• ACTIVITY: Look through the lines below for the word "Chico", and copy every line that has it.

• RECORDS FOR THE EXERCISE:
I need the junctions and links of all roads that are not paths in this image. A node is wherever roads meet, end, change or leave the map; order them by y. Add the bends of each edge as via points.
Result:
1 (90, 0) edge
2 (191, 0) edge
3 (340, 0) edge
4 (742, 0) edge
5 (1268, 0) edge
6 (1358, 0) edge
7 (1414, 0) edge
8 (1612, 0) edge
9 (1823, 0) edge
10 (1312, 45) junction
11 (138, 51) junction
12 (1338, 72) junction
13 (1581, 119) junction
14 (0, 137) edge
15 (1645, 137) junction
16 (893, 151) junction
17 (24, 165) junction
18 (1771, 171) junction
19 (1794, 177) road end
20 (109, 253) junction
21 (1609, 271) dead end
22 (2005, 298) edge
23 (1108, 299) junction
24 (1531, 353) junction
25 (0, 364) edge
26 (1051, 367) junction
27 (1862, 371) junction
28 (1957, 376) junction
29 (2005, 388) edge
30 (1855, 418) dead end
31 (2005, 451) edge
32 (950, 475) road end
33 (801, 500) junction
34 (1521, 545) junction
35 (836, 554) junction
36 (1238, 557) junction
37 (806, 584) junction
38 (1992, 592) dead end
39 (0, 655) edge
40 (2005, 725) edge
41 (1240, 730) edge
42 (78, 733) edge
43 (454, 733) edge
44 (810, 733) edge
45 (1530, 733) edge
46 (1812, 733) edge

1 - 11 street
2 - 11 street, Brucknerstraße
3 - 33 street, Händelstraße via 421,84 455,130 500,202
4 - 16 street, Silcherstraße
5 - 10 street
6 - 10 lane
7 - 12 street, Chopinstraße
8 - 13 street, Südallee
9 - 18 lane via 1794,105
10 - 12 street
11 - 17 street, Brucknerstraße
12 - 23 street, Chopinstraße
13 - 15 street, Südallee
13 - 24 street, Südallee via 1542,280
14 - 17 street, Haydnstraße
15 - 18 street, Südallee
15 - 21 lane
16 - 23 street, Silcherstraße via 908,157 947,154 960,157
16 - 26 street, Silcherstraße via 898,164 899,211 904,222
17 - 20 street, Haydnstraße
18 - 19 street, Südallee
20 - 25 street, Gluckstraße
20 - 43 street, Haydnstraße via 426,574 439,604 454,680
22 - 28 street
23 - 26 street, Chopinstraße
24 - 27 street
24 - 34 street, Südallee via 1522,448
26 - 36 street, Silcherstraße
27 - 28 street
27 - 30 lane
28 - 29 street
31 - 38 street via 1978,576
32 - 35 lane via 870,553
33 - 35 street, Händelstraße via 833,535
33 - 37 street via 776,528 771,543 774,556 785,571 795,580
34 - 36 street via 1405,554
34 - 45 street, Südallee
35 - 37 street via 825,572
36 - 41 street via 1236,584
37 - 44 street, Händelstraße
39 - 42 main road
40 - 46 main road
---
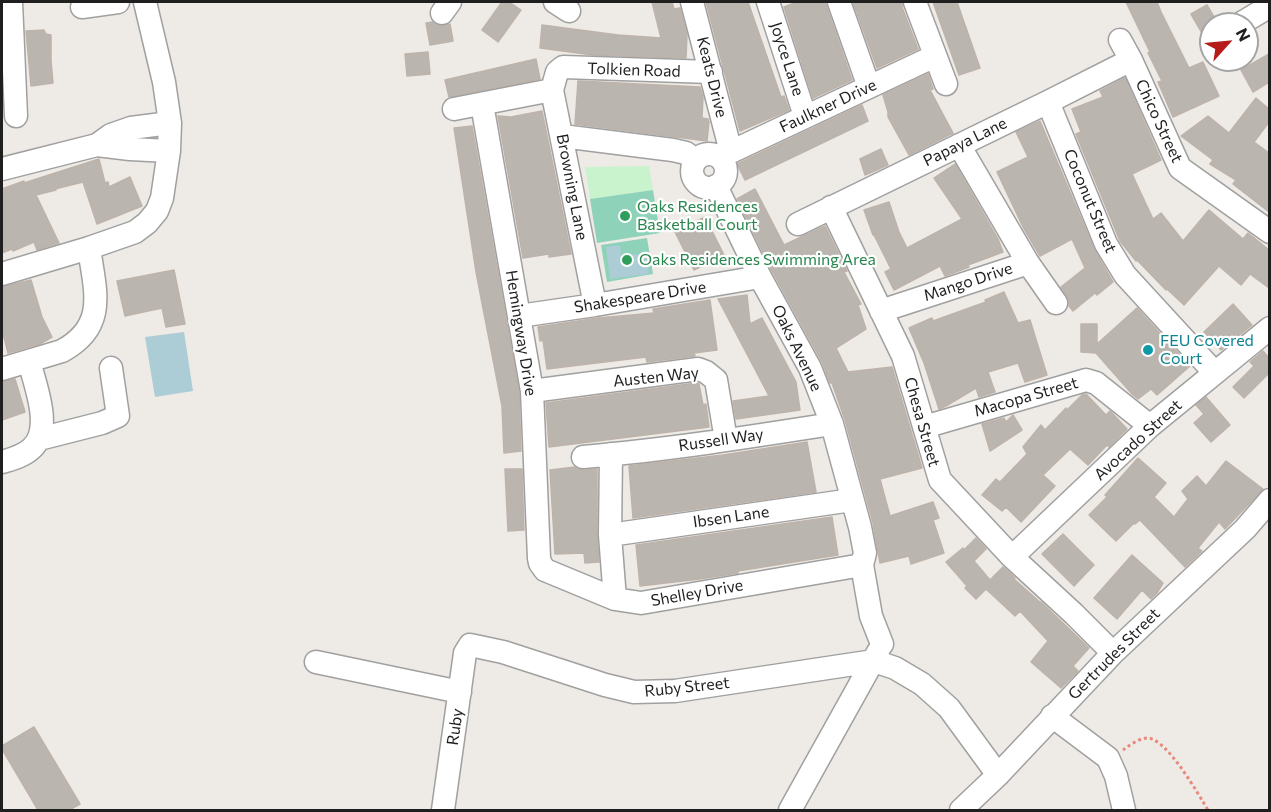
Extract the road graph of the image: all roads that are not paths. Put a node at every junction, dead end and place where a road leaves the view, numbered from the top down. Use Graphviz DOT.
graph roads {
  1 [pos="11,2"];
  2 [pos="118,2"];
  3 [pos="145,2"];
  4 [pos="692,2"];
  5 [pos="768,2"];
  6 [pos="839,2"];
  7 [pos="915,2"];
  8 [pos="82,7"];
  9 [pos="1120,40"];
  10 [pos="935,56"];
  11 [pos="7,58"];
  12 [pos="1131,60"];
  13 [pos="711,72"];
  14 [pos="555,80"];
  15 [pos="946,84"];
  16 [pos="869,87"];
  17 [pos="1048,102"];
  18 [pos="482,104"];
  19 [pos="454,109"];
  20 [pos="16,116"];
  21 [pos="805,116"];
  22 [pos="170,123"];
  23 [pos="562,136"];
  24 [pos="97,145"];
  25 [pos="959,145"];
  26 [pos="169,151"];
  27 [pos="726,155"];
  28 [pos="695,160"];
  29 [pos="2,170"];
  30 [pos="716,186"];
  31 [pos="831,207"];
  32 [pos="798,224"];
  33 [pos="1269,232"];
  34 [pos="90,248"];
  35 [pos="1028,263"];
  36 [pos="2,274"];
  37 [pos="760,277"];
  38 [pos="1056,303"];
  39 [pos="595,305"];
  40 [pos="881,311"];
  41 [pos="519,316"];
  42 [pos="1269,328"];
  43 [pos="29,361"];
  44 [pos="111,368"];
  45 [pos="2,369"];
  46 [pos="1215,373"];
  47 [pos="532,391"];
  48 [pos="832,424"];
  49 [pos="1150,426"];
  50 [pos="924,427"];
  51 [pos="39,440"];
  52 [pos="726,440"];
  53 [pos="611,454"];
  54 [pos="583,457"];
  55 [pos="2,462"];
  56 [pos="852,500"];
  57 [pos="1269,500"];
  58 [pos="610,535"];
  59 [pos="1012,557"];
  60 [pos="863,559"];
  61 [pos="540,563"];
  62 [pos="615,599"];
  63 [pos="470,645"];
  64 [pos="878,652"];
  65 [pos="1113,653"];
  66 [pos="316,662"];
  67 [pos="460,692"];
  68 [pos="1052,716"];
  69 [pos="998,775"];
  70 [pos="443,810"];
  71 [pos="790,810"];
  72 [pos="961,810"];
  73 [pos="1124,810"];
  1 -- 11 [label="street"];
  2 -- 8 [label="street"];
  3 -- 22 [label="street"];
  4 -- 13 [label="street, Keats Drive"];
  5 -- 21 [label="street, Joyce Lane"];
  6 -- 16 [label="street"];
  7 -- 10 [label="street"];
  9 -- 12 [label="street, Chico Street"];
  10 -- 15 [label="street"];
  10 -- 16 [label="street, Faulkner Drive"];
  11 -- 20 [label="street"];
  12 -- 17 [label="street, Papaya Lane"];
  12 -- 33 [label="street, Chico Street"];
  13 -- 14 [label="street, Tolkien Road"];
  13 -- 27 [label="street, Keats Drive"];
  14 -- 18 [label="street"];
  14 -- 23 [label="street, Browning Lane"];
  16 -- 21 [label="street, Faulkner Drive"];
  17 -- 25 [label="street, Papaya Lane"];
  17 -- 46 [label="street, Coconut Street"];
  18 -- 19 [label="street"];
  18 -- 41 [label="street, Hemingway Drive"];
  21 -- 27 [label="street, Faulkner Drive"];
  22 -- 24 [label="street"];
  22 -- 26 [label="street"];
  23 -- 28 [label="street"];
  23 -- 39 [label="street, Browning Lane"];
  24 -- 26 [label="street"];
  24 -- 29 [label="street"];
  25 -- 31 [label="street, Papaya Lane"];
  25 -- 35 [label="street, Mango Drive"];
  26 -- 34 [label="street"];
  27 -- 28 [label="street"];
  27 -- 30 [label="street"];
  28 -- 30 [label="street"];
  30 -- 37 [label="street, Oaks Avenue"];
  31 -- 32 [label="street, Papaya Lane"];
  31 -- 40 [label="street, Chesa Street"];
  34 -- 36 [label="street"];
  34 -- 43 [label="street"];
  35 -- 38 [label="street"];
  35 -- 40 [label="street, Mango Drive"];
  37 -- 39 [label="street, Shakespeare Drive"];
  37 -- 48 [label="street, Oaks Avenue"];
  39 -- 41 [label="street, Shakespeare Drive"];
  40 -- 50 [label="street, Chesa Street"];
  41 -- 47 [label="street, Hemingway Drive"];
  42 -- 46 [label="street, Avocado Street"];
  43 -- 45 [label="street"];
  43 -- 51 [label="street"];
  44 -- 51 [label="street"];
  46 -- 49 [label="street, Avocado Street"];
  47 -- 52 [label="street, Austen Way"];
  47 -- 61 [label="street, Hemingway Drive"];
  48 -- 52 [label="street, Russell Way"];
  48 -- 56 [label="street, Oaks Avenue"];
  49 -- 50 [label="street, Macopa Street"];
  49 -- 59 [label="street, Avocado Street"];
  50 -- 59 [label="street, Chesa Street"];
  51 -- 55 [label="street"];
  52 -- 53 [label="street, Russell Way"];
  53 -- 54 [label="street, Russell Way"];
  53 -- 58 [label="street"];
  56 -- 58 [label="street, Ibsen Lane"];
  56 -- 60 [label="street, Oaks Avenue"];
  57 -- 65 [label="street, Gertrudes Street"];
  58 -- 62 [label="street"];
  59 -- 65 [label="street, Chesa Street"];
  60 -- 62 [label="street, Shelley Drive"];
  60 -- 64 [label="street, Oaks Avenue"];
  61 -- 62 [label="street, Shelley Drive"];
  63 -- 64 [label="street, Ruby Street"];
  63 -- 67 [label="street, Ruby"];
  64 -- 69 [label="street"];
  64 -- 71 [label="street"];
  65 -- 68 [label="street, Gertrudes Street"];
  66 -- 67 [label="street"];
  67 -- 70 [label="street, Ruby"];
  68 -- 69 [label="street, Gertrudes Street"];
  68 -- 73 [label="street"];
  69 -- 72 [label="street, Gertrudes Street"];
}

• ANSWER FOR THIS EXERCISE:
  9 -- 12 [label="street, Chico Street"];
  12 -- 33 [label="street, Chico Street"];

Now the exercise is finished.